Roughly 330 lbs. of coal are contained in the combined hopper and fire tube. I'd guess about 260 to perhaps 270 lbs. in the hopper proper. Most I've ever burned in one day is 105 lbs. when it hit -17 degrees here. It could come right close to surviving 3 such full days in succession without a feeding.
The ash tub is huge. I generally swap my ash tubs out for every 260 to 280 lbs. of coal consumed, but the tub is only at most 2/3 full at that juncture. To get the ash tub closer to full would probably (and I'm guessing here) require the burning of about 400 to 420 lbs. of coal. Thats 4 days with -17 degrees for the low in my case.
The only adjustment it has is to set the ashing (stokes by ashing) temperature on (what I refer to as the) ash sled. Calling it a grate would in my opinion be a great injustice. It could perhaps crush ash grates and spit them out into the ash tub. It certainly laughs at and spits out clinkers, regardless of size.
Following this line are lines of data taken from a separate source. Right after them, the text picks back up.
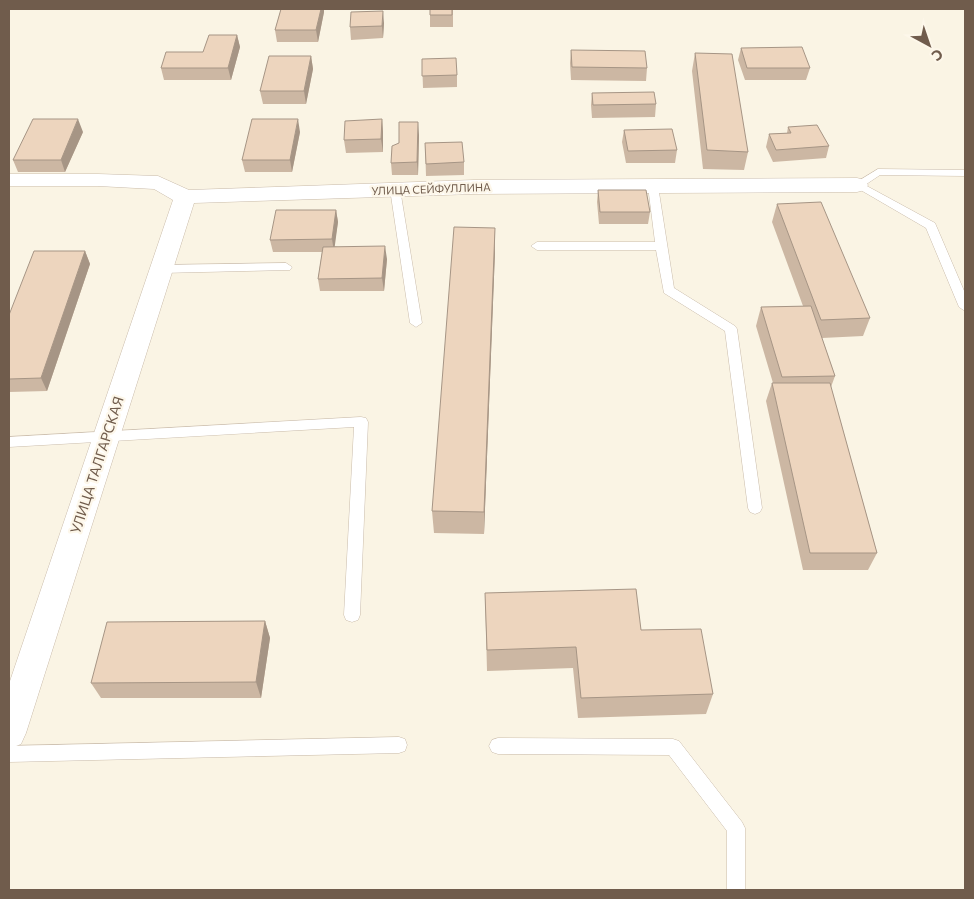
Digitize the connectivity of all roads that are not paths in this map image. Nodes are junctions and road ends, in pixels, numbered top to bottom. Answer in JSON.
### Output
{"nodes":[{"id":1,"x":965,"y":173,"type":"edge"},
{"id":2,"x":9,"y":180,"type":"edge"},
{"id":3,"x":857,"y":185,"type":"junction"},
{"id":4,"x":652,"y":186,"type":"junction"},
{"id":5,"x":396,"y":189,"type":"junction"},
{"id":6,"x":185,"y":197,"type":"junction"},
{"id":7,"x":537,"y":246,"type":"dead end"},
{"id":8,"x":661,"y":246,"type":"junction"},
{"id":9,"x":286,"y":267,"type":"dead end"},
{"id":10,"x":161,"y":269,"type":"junction"},
{"id":11,"x":965,"y":307,"type":"edge"},
{"id":12,"x":416,"y":324,"type":"dead end"},
{"id":13,"x":106,"y":437,"type":"junction"},
{"id":14,"x":9,"y":442,"type":"edge"},
{"id":15,"x":755,"y":508,"type":"dead end"},
{"id":16,"x":352,"y":615,"type":"dead end"},
{"id":17,"x":9,"y":733,"type":"edge"},
{"id":18,"x":399,"y":745,"type":"dead end"},
{"id":19,"x":498,"y":746,"type":"dead end"},
{"id":20,"x":9,"y":754,"type":"edge"},
{"id":21,"x":736,"y":890,"type":"edge"}],
"edges":[{"from":1,"to":3,"type":"lane"},
{"from":2,"to":6,"type":"street","name":"УЛИЦА СЕЙФУЛЛИНА"},
{"from":3,"to":4,"type":"street","name":"УЛИЦА СЕЙФУЛЛИНА"},
{"from":3,"to":11,"type":"lane"},
{"from":4,"to":5,"type":"street","name":"УЛИЦА СЕЙФУЛЛИНА"},
{"from":4,"to":8,"type":"lane"},
{"from":5,"to":6,"type":"street","name":"УЛИЦА СЕЙФУЛЛИНА"},
{"from":5,"to":12,"type":"lane"},
{"from":6,"to":10,"type":"street","name":"УЛИЦА ТАЛГАРСКАЯ"},
{"from":7,"to":8,"type":"lane"},
{"from":8,"to":15,"type":"lane"},
{"from":9,"to":10,"type":"lane"},
{"from":10,"to":13,"type":"street","name":"УЛИЦА ТАЛГАРСКАЯ"},
{"from":13,"to":14,"type":"lane"},
{"from":13,"to":16,"type":"lane"},
{"from":13,"to":17,"type":"street","name":"УЛИЦА ТАЛГАРСКАЯ"},
{"from":18,"to":20,"type":"lane"},
{"from":19,"to":21,"type":"lane"}]}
A video wouldn't show you very much. There isn't a fire chamber door that you can open to see flames in the fire pot as for conventional boilers. In fact, it doesn't have a fire pot, as it burns coal in more of a "fire tube". With coal in the gravity hopper above, at best you might see the coals get red and witness the blue lady flames at the lower level of the "flapper" (port cover), but often mine only has black coal sitting at that level (which is often just above the fire level). Best opportunity to see the blue ladies and the orange glow is immediately after a firing session.
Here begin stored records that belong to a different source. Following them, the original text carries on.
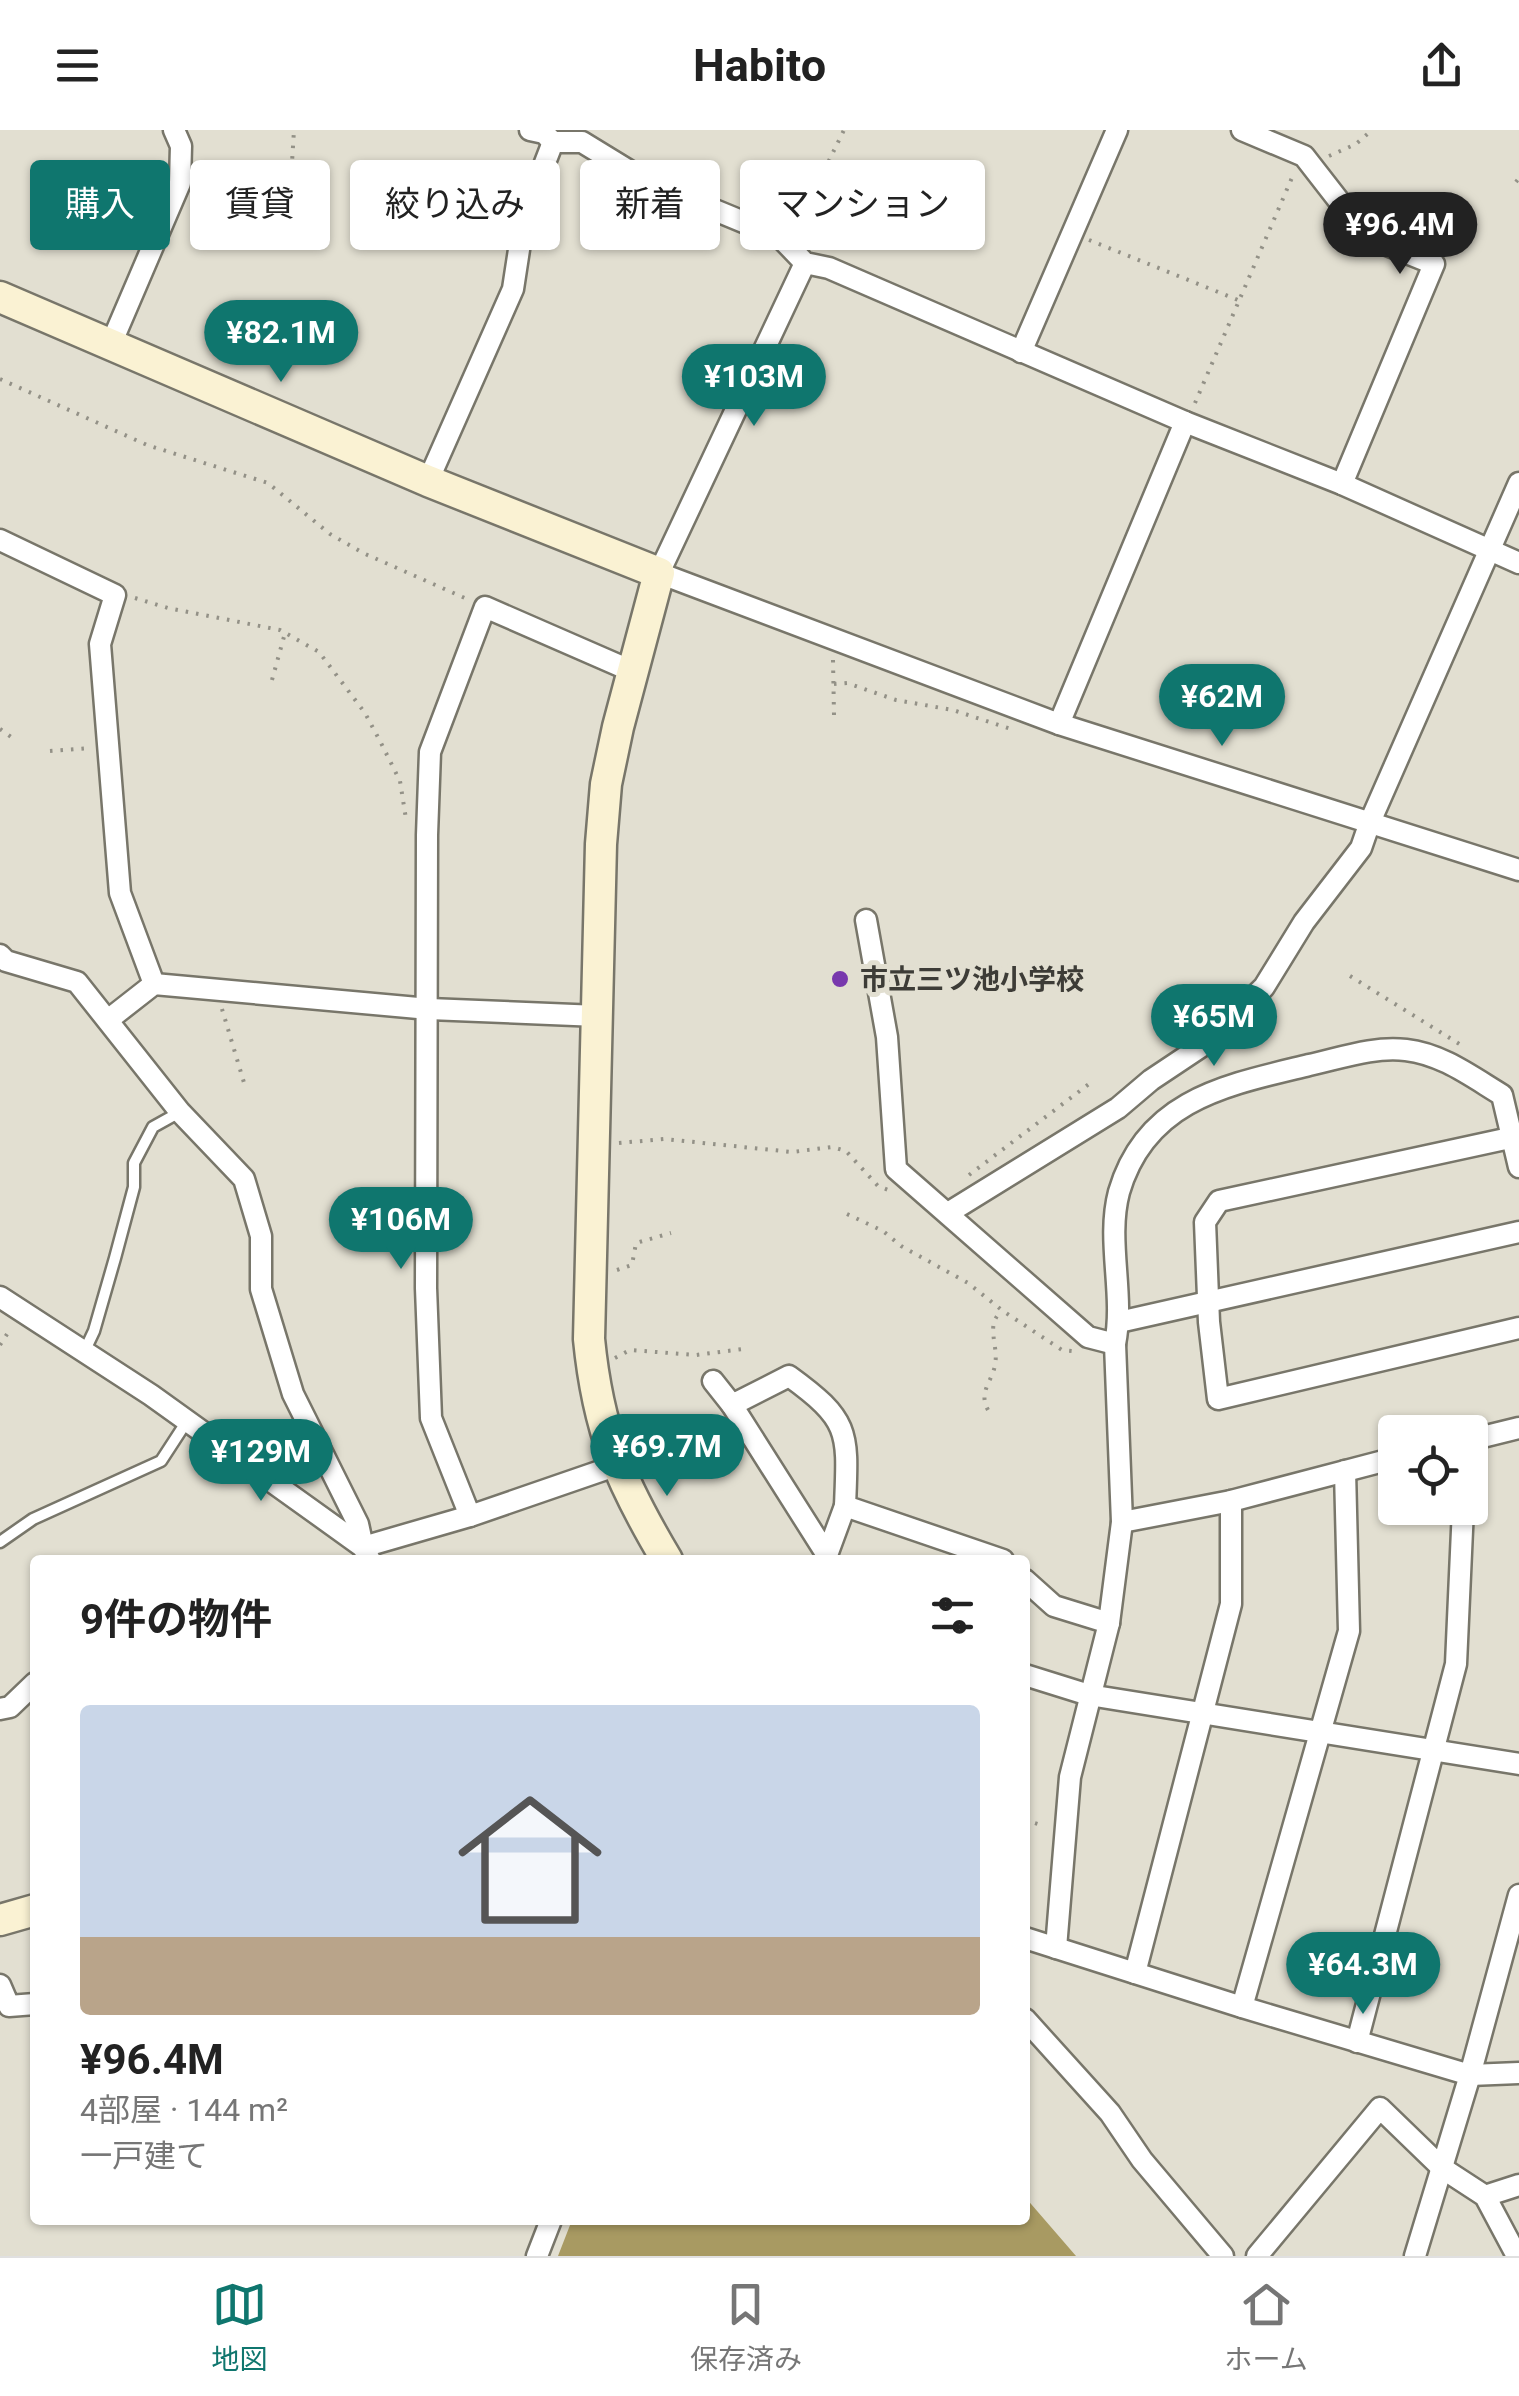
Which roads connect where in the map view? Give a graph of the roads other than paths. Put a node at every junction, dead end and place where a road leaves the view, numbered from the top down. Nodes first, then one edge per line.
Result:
1 (174, 130) edge
2 (530, 130) edge
3 (1117, 130) edge
4 (1242, 130) edge
5 (586, 136) edge
6 (553, 142) junction
7 (804, 263) junction
8 (0, 297) edge
9 (112, 344) junction
10 (1021, 352) junction
11 (1185, 422) junction
12 (428, 480) junction
13 (1519, 482) edge
14 (1342, 484) junction
15 (0, 540) edge
16 (1490, 551) junction
17 (1519, 563) edge
18 (658, 573) junction
19 (634, 672) junction
20 (1059, 724) junction
21 (1370, 822) junction
22 (1519, 870) edge
23 (866, 920) dead end
24 (0, 954) edge
25 (154, 984) junction
26 (429, 1009) junction
27 (598, 1016) junction
28 (108, 1020) junction
29 (180, 1112) junction
30 (1515, 1136) edge
31 (1519, 1167) edge
32 (948, 1213) junction
33 (1519, 1232) edge
34 (0, 1297) edge
35 (1209, 1302) junction
36 (1119, 1322) junction
37 (1519, 1328) edge
38 (1114, 1344) junction
39 (85, 1350) junction
40 (713, 1381) dead end
41 (732, 1405) junction
42 (187, 1421) junction
43 (1519, 1428) edge
44 (1488, 1436) edge
45 (1378, 1462) edge
46 (615, 1466) junction
47 (1345, 1470) junction
48 (1231, 1501) junction
49 (845, 1506) junction
50 (470, 1516) junction
51 (1122, 1522) junction
52 (1462, 1525) edge
53 (0, 1542) edge
54 (363, 1555) edge
55 (364, 1555) edge
56 (367, 1555) edge
57 (664, 1555) edge
58 (824, 1555) edge
59 (827, 1555) edge
60 (988, 1555) edge
61 (1030, 1584) edge
62 (1108, 1623) junction
63 (1030, 1677) edge
64 (30, 1688) edge
65 (1089, 1695) junction
66 (0, 1709) edge
67 (1204, 1714) junction
68 (1318, 1733) junction
69 (1433, 1751) junction
70 (1519, 1764) edge
71 (1519, 1894) edge
72 (30, 1911) edge
73 (0, 1920) edge
74 (1030, 1940) edge
75 (1056, 1948) junction
76 (1135, 1973) junction
77 (0, 1985) edge
78 (30, 2004) edge
79 (1242, 2008) junction
80 (1030, 2025) edge
81 (1357, 2042) junction
82 (1519, 2073) edge
83 (1470, 2075) junction
84 (1442, 2168) junction
85 (1519, 2185) edge
86 (1485, 2196) junction
87 (549, 2225) edge
88 (536, 2256) edge
89 (1223, 2256) edge
90 (1257, 2256) edge
91 (1415, 2256) edge
92 (1517, 2256) edge

1 - 9 street
2 - 6 street
3 - 10 street
4 - 14 street
5 - 6 street
5 - 7 street
6 - 12 street
7 - 10 street
7 - 18 street
8 - 9 street
9 - 12 street
10 - 11 street
11 - 14 street
11 - 20 street
12 - 18 street
13 - 16 street
14 - 16 street
15 - 25 street
16 - 17 street
16 - 21 street
18 - 19 street
18 - 20 street
19 - 26 street
19 - 27 street
20 - 21 street
21 - 22 street
21 - 32 street
23 - 32 street
24 - 28 street
25 - 26 street
25 - 28 street
26 - 27 street
26 - 50 street
27 - 46 street
28 - 29 street
29 - 39 lane
29 - 55 street
30 - 31 street
30 - 35 street
30 - 36 street
32 - 38 street
33 - 35 street
34 - 39 street
35 - 36 street
35 - 37 street
36 - 38 street
38 - 51 street
39 - 42 street
40 - 41 street
41 - 49 street
41 - 58 street
42 - 53 lane
42 - 54 street
43 - 44 street
45 - 47 street
46 - 50 street
46 - 57 street
47 - 48 street
47 - 68 street
48 - 51 street
48 - 67 street
49 - 59 street
49 - 60 street
50 - 56 street
51 - 62 street
52 - 69 street
61 - 62 street
62 - 65 street
63 - 65 street
64 - 66 street
65 - 67 street
65 - 75 street
67 - 68 street
67 - 76 street
68 - 69 street
68 - 79 street
69 - 70 street
69 - 81 street
71 - 83 street
72 - 73 street
74 - 75 street
75 - 76 street
76 - 79 street
77 - 78 street
79 - 81 street
80 - 89 street
81 - 83 street
82 - 83 street
83 - 84 street
84 - 86 street
84 - 90 street
84 - 91 street
85 - 86 street
86 - 92 street
87 - 88 street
Boring but reliable and hands off heat (year round for my case). Gotta love it.
The biggest oddity perhaps is that if you are planning to shut it down in the summer months it takes 22 days for the completely full hopper and the fire tube to run out of coal, as it only burns about 13.5 lbs. per day (in my case) to provide our home with DHW. So my shutdown planning requires that I stop feeding it 22 days before fire out, and 23 days before cleaning day.